The firm has bought Scala’s iScala Global Commerce Server and Data Exchange Server to integrate its bespoke quotation system with its on-line and Scala 5.1-based back office systems. It’s thus synchronising its part- and product- databases world-wide and integrating its separate quotation, sales order processing, production and distribution processes.
Real-time integration between the firm’s web-based transactions and the back office ERP system, with iScala Manager providing business logic automation is the key according to Kenneth Arnesson, ERP systems manager for ITT Flygt.
“The quality of communication links today means we can get the real-time access we need to trade effectively on-line, while Scala’s technology allows us to exploit true real-time access by giving us the business processes we want for trading.

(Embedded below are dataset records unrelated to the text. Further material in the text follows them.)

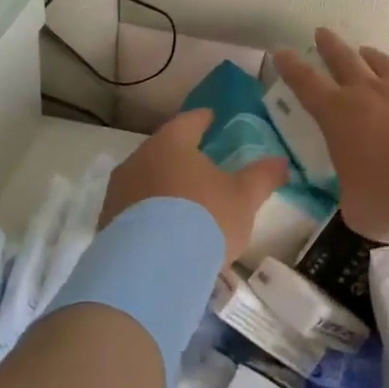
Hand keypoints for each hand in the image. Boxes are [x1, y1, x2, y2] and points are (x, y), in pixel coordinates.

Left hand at [101, 109, 288, 266]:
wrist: (151, 269)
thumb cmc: (204, 219)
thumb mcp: (243, 198)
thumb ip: (262, 176)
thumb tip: (281, 161)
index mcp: (171, 143)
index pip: (189, 121)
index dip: (203, 119)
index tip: (212, 119)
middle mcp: (138, 159)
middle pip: (163, 150)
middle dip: (181, 156)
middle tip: (201, 165)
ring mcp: (118, 192)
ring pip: (145, 180)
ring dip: (163, 187)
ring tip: (183, 203)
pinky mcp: (107, 223)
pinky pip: (134, 210)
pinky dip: (150, 214)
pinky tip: (164, 232)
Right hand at [272, 28, 388, 241]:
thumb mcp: (357, 207)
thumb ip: (353, 194)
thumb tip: (362, 196)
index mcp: (339, 115)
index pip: (306, 84)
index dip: (291, 68)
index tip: (281, 51)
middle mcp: (371, 94)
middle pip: (345, 60)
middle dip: (331, 46)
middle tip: (322, 32)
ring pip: (386, 66)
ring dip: (374, 58)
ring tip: (367, 51)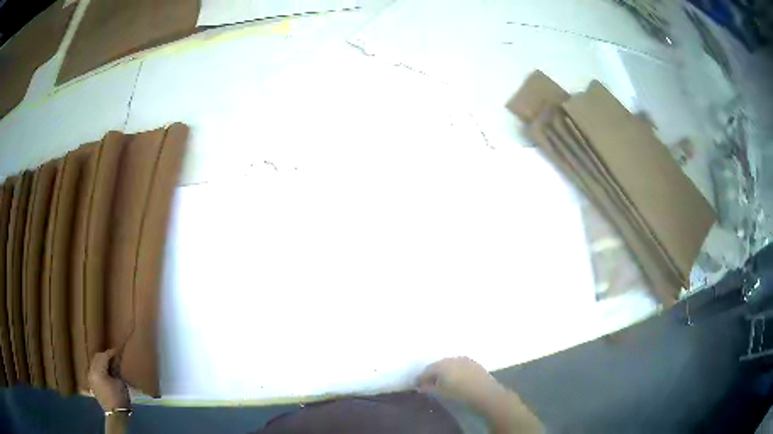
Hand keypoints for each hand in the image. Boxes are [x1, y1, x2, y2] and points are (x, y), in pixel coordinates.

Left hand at [89, 349, 130, 411]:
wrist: (115, 415)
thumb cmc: (119, 398)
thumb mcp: (120, 382)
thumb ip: (116, 369)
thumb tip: (115, 361)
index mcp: (98, 371)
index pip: (104, 356)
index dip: (112, 353)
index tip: (118, 351)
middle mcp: (91, 371)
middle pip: (97, 357)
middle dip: (105, 356)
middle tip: (114, 357)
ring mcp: (90, 377)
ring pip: (94, 362)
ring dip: (101, 361)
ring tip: (110, 364)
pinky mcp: (91, 382)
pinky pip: (94, 370)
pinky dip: (99, 367)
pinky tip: (105, 371)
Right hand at [418, 358, 542, 433]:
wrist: (487, 394)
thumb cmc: (461, 395)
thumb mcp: (441, 394)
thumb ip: (429, 388)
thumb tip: (420, 386)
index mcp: (442, 365)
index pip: (427, 370)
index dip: (421, 378)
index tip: (417, 384)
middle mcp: (453, 358)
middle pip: (438, 365)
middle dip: (432, 373)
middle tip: (428, 383)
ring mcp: (465, 359)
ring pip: (449, 363)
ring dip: (443, 371)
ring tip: (441, 381)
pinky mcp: (474, 363)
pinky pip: (459, 364)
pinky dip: (454, 369)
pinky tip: (455, 378)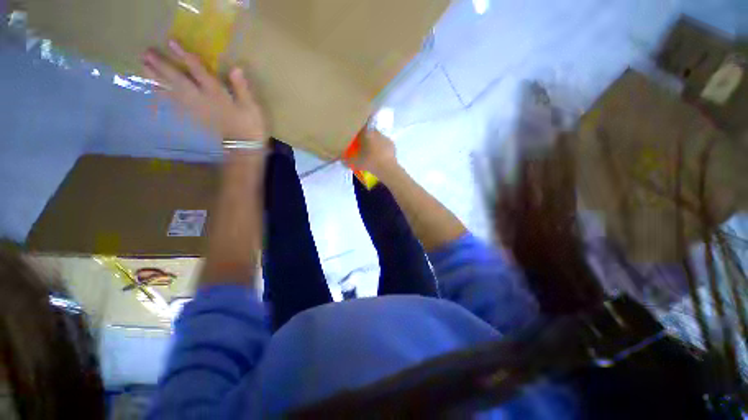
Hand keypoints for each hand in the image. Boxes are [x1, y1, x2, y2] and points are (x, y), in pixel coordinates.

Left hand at [143, 41, 267, 142]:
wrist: (244, 146)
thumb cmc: (250, 125)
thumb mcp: (251, 107)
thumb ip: (242, 88)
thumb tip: (236, 68)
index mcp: (217, 95)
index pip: (199, 73)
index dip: (186, 57)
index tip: (171, 42)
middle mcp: (202, 99)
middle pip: (179, 81)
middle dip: (163, 67)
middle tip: (146, 53)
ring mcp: (196, 109)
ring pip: (172, 91)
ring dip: (157, 79)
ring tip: (143, 67)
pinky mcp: (194, 116)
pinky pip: (174, 103)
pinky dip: (163, 95)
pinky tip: (154, 88)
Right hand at [348, 129, 397, 177]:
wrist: (387, 168)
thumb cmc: (369, 162)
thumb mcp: (354, 162)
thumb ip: (346, 160)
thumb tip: (342, 159)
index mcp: (366, 133)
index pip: (360, 126)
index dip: (357, 130)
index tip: (355, 135)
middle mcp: (376, 132)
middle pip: (369, 132)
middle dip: (366, 137)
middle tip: (362, 145)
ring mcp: (385, 138)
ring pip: (377, 138)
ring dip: (374, 143)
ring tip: (371, 152)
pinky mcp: (392, 144)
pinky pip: (384, 144)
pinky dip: (382, 148)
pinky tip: (380, 156)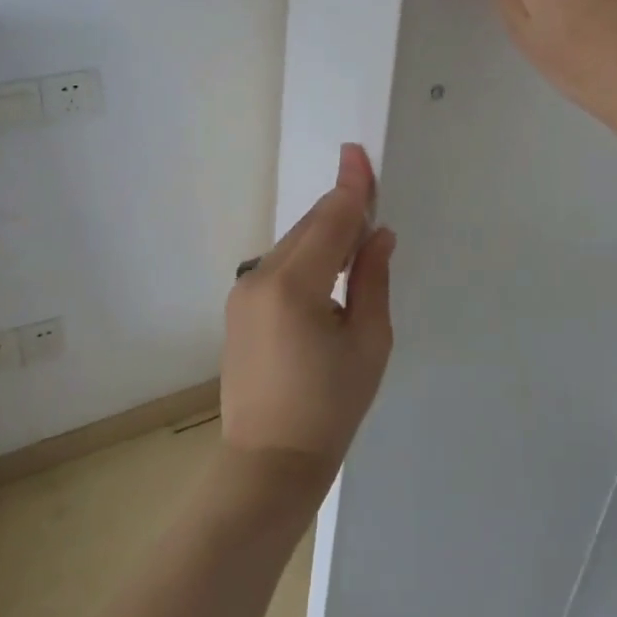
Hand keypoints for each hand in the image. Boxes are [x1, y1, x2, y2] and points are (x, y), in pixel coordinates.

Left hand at [221, 144, 394, 478]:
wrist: (268, 463)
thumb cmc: (330, 408)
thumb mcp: (369, 343)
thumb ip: (372, 279)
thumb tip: (378, 236)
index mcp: (294, 286)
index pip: (329, 220)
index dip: (350, 186)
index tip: (357, 152)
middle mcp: (260, 278)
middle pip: (309, 227)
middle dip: (341, 210)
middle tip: (373, 203)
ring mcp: (243, 292)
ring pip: (294, 245)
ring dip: (326, 235)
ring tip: (358, 245)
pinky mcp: (239, 307)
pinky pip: (281, 266)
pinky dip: (308, 258)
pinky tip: (329, 273)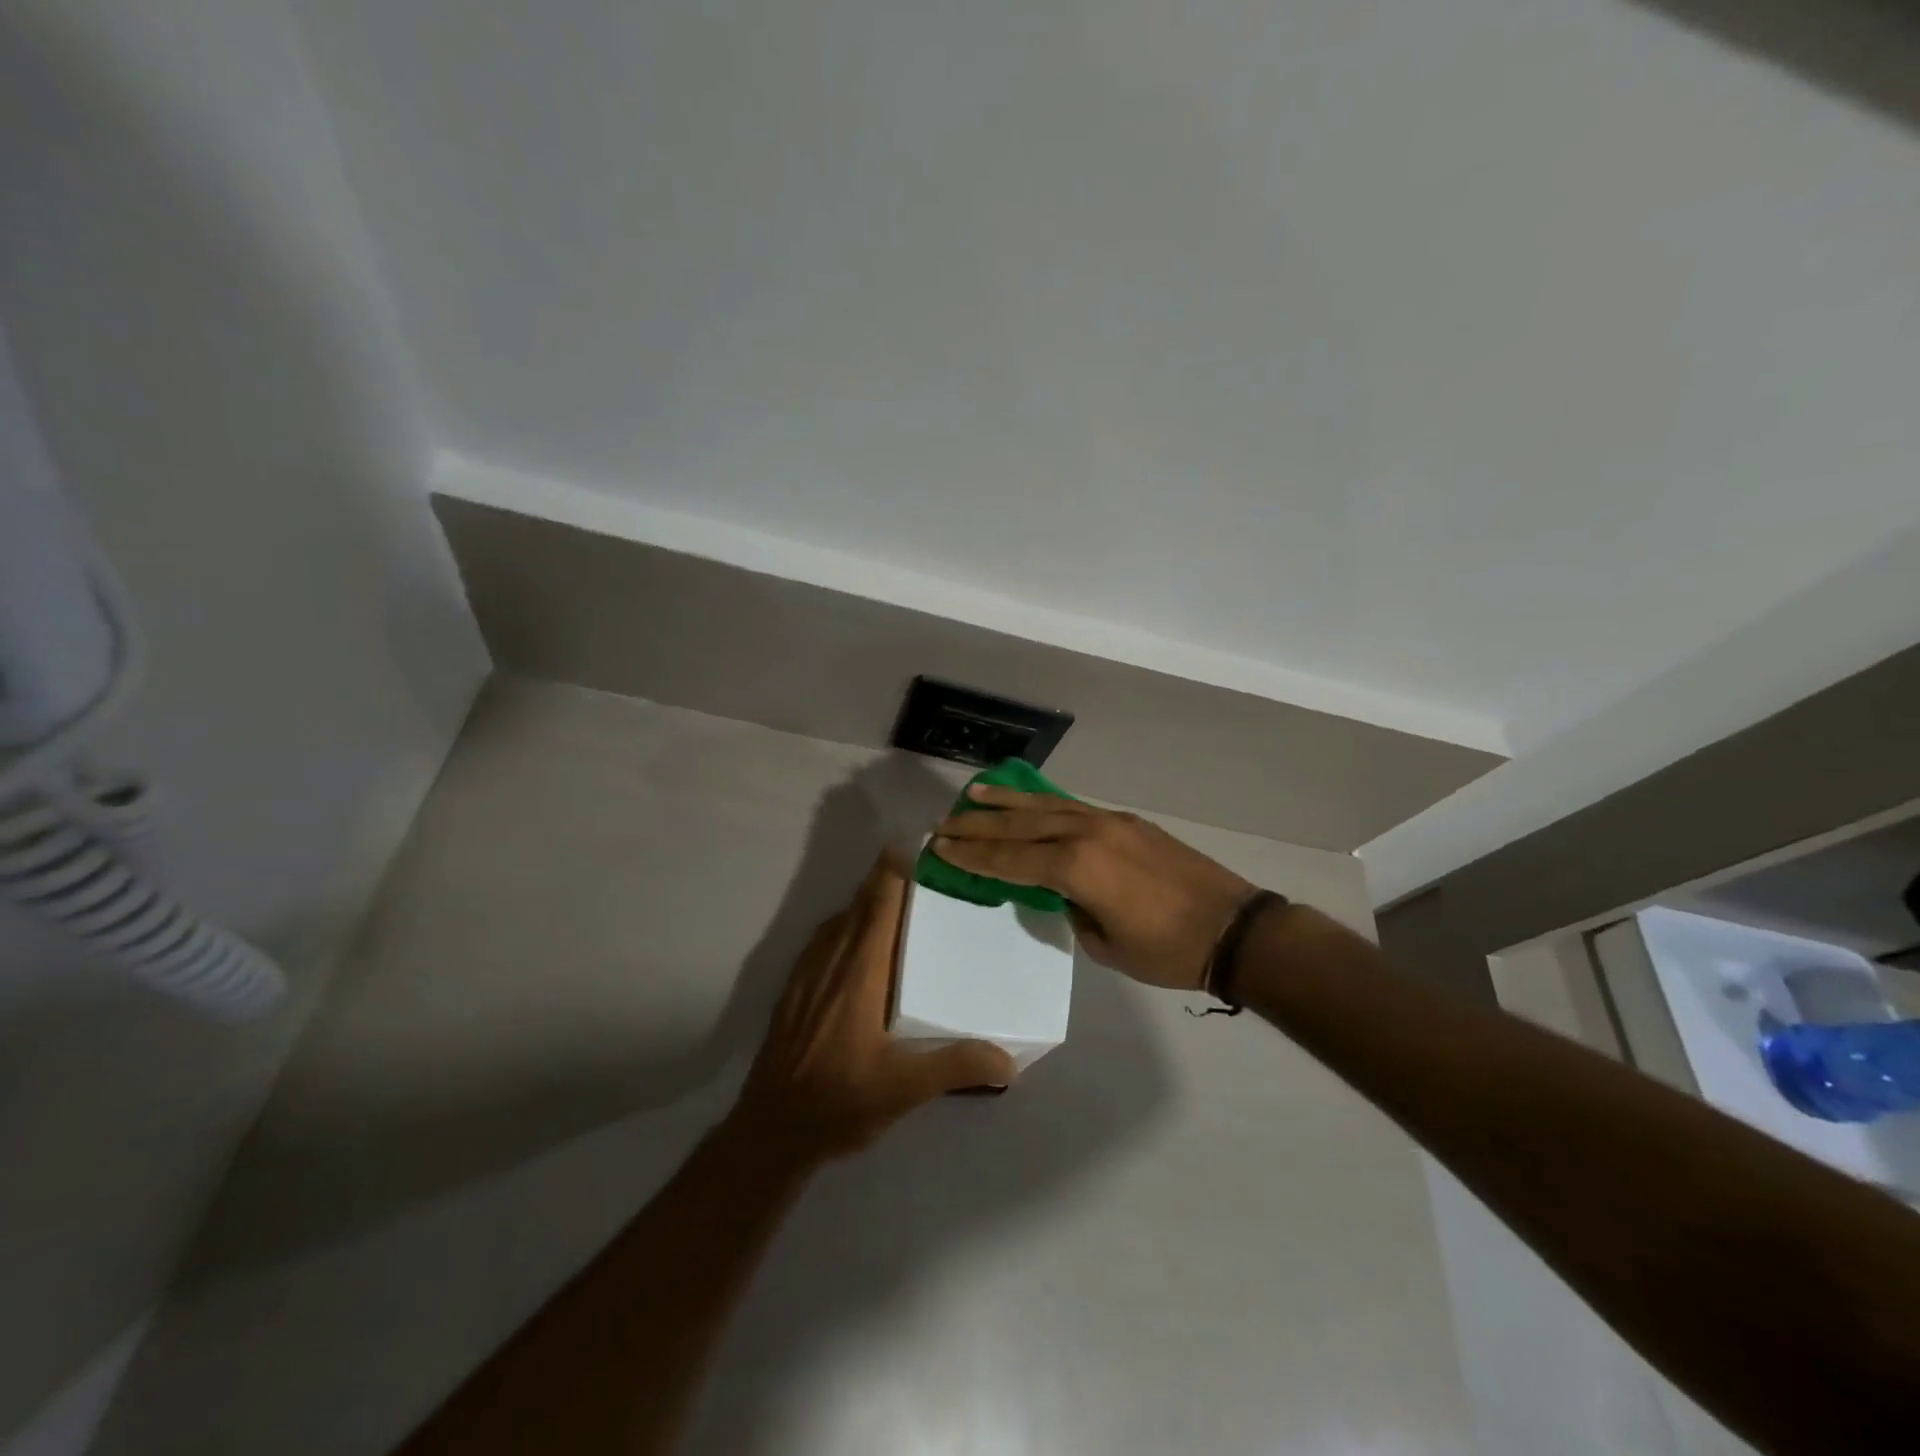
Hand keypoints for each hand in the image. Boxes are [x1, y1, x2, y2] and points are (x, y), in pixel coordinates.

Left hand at [731, 853, 1017, 1163]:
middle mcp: (831, 960)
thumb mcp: (904, 1088)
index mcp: (860, 971)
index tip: (916, 843)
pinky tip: (859, 942)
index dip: (894, 869)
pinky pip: (824, 938)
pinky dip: (846, 923)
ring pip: (840, 919)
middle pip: (860, 902)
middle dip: (886, 877)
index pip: (879, 904)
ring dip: (866, 899)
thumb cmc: (839, 1100)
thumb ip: (957, 1066)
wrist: (770, 1129)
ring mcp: (807, 972)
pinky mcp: (794, 988)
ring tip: (897, 896)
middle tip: (923, 865)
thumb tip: (1011, 1060)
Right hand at [932, 787, 1254, 991]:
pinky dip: (1043, 802)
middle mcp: (1087, 834)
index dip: (973, 855)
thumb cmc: (1167, 950)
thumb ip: (1072, 910)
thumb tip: (1059, 891)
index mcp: (1077, 868)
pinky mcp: (1126, 821)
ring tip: (974, 793)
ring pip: (1045, 805)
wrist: (1233, 927)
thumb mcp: (1106, 945)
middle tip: (944, 820)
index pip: (1011, 859)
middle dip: (979, 824)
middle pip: (1021, 825)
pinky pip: (1072, 806)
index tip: (941, 845)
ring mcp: (1108, 822)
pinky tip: (1028, 801)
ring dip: (1007, 801)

Scala’s system automates our transactions so effectively that there is no need for staff to get involved in manual processes, such as raising purchase orders, so our offices around the world can concentrate on sales and marketing.”
On the quotation system side specifically, Scala’s technology means salesmen can provide customers with an immediate quote and, once the price is accepted, the quote is sent to Scala where it automatically becomes an order.
With real-time data synchronisation and EDI in place, ITT Flygt achieves automated business process workflow, from order, to delivery all the way through to payment. As Arnesson says, “Now we can save time and work by getting it right from the beginning.”
Scala is cropping up ever more frequently with this kind of e-business integration story. Last week the firm also released an adapter for Microsoft’s BizTalk Server which it bel;ieves will add even more connectivity potential – by enabling companies to exchange business documents electronically between Scala back-office systems and “virtually any other ERP system”.
The iScala Adapter for BizTalk Server uses XML (extensible markup language – the web standard for creating common information formats and data sharing).
Says Sergey Shvedov, Scala’s senior vice president of R&D, “This will enable businesses to seamlessly exchange information between their Scala systems and the ERP and other applications at their headquarters (SAP, for instance), or at their customers, suppliers and partners.”
Also, users can integrate their disparate ERP systems, whether in subsidiaries, divisions or wherever, with electronic trading. They could also use the system to for the foundation of a web exchange, or to help with optimising their supply chains.
It’s moving to real ‘collaborative commerce’ with integration standards.